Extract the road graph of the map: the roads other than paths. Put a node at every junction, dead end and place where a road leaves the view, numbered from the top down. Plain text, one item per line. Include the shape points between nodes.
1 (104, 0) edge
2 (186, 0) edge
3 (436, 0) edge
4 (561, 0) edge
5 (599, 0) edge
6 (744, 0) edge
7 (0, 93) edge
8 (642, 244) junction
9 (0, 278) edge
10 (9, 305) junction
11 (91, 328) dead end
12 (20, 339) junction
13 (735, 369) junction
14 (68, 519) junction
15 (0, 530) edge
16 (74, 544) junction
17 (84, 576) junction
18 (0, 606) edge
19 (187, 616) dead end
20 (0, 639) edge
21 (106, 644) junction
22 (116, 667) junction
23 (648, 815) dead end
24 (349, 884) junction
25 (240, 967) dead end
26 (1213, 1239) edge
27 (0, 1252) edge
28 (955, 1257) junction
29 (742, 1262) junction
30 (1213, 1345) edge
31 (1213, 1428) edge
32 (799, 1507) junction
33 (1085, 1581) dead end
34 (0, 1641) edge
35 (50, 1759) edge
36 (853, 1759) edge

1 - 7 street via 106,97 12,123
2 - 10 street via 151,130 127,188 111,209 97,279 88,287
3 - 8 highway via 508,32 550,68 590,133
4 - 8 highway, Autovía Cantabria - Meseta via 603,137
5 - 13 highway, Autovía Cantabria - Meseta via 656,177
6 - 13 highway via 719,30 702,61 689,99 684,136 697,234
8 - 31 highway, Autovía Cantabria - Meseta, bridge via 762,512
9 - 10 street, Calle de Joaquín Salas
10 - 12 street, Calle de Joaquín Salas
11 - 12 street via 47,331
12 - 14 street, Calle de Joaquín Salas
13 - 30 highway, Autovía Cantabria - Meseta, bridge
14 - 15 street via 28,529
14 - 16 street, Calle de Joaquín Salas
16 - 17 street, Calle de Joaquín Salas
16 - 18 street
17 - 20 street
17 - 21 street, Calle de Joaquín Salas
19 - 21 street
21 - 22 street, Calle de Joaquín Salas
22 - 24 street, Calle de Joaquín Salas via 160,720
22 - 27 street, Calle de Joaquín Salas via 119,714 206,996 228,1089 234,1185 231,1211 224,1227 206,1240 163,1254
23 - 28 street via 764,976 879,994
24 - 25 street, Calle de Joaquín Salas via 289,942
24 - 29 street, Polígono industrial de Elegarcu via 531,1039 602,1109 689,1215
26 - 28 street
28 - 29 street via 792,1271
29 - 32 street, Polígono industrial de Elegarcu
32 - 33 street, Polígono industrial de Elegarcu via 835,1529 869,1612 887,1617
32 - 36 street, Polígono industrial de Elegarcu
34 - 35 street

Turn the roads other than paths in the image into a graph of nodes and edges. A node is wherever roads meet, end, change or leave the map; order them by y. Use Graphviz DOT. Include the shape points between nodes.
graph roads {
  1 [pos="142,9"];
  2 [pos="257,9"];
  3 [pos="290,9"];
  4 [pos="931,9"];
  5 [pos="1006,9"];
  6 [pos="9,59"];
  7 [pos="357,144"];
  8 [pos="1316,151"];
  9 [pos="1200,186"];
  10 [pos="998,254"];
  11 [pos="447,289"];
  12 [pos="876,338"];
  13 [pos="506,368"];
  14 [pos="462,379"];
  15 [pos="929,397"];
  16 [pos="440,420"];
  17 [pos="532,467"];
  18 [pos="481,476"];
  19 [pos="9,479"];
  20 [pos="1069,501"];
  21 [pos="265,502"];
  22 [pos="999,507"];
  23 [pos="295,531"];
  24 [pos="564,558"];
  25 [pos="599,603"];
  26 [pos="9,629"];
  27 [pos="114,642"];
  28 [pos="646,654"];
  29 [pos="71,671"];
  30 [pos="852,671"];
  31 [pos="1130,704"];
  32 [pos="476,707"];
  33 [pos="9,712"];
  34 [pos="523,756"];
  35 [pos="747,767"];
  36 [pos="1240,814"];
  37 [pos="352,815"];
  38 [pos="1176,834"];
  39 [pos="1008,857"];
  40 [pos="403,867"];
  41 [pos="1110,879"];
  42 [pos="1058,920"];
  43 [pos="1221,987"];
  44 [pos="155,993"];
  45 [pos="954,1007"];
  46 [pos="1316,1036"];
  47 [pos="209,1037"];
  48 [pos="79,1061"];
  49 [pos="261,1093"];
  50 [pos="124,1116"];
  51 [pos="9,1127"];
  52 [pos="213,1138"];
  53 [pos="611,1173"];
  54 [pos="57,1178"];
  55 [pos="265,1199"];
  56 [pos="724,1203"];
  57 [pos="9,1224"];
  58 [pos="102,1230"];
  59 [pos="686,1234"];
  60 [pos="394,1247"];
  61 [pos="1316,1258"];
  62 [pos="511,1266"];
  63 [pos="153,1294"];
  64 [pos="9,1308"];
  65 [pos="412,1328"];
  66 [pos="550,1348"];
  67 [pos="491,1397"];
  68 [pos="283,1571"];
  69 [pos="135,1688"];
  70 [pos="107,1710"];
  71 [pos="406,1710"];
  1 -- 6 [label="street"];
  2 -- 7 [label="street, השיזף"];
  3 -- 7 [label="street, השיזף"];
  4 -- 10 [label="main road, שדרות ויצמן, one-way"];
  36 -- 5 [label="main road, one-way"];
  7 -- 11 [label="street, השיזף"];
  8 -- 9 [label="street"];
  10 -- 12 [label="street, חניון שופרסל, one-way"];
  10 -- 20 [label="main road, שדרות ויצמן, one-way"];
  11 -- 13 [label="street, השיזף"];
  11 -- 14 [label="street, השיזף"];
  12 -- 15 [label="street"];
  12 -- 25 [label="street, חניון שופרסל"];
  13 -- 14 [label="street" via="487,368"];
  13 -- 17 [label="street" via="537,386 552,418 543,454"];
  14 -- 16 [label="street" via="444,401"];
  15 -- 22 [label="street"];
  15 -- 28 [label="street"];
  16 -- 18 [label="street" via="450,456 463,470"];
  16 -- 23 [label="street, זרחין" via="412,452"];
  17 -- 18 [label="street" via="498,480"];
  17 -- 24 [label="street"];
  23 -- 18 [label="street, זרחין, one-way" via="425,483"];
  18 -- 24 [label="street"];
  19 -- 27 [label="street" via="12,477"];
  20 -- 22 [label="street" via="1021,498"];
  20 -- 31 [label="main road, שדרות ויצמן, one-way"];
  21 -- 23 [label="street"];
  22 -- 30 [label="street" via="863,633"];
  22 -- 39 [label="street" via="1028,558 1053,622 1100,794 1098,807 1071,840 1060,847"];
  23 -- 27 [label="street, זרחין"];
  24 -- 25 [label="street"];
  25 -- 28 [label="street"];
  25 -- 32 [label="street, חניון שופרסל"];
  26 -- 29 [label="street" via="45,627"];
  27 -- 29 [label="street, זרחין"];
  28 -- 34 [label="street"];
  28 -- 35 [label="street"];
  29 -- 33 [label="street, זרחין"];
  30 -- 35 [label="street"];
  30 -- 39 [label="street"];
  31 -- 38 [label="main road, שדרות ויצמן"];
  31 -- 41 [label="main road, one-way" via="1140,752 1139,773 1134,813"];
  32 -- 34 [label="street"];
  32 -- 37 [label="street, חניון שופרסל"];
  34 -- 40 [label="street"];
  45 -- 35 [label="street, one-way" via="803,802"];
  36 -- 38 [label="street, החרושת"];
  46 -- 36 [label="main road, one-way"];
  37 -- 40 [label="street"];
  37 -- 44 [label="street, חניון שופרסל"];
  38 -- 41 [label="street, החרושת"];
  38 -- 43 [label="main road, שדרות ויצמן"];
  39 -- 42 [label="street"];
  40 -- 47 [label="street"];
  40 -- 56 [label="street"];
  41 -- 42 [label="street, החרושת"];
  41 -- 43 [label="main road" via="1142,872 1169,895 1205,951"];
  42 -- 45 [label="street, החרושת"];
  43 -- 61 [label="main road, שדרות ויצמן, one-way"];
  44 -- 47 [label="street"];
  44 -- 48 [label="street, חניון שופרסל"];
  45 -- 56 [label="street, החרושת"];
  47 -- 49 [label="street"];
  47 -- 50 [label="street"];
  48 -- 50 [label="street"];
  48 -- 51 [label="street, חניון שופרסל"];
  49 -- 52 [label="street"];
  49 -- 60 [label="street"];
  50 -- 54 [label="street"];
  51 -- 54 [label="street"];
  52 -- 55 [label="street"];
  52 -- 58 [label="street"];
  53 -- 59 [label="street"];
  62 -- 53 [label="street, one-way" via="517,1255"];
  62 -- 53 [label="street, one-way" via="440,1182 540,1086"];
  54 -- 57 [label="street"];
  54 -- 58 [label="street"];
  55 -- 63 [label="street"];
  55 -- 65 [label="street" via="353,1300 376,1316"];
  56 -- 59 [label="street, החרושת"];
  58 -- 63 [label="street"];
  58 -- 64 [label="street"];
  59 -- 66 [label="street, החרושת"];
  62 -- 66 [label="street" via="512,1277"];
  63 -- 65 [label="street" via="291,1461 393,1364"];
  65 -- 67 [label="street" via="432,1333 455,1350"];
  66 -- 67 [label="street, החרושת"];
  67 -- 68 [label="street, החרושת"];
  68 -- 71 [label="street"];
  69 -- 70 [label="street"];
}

• **Your task**
Every line that contains the string "Elegarcu" should be returned from the data.

• **Output for this task**
24 - 29 street, Polígono industrial de Elegarcu via 531,1039 602,1109 689,1215
29 - 32 street, Polígono industrial de Elegarcu
32 - 33 street, Polígono industrial de Elegarcu via 835,1529 869,1612 887,1617
32 - 36 street, Polígono industrial de Elegarcu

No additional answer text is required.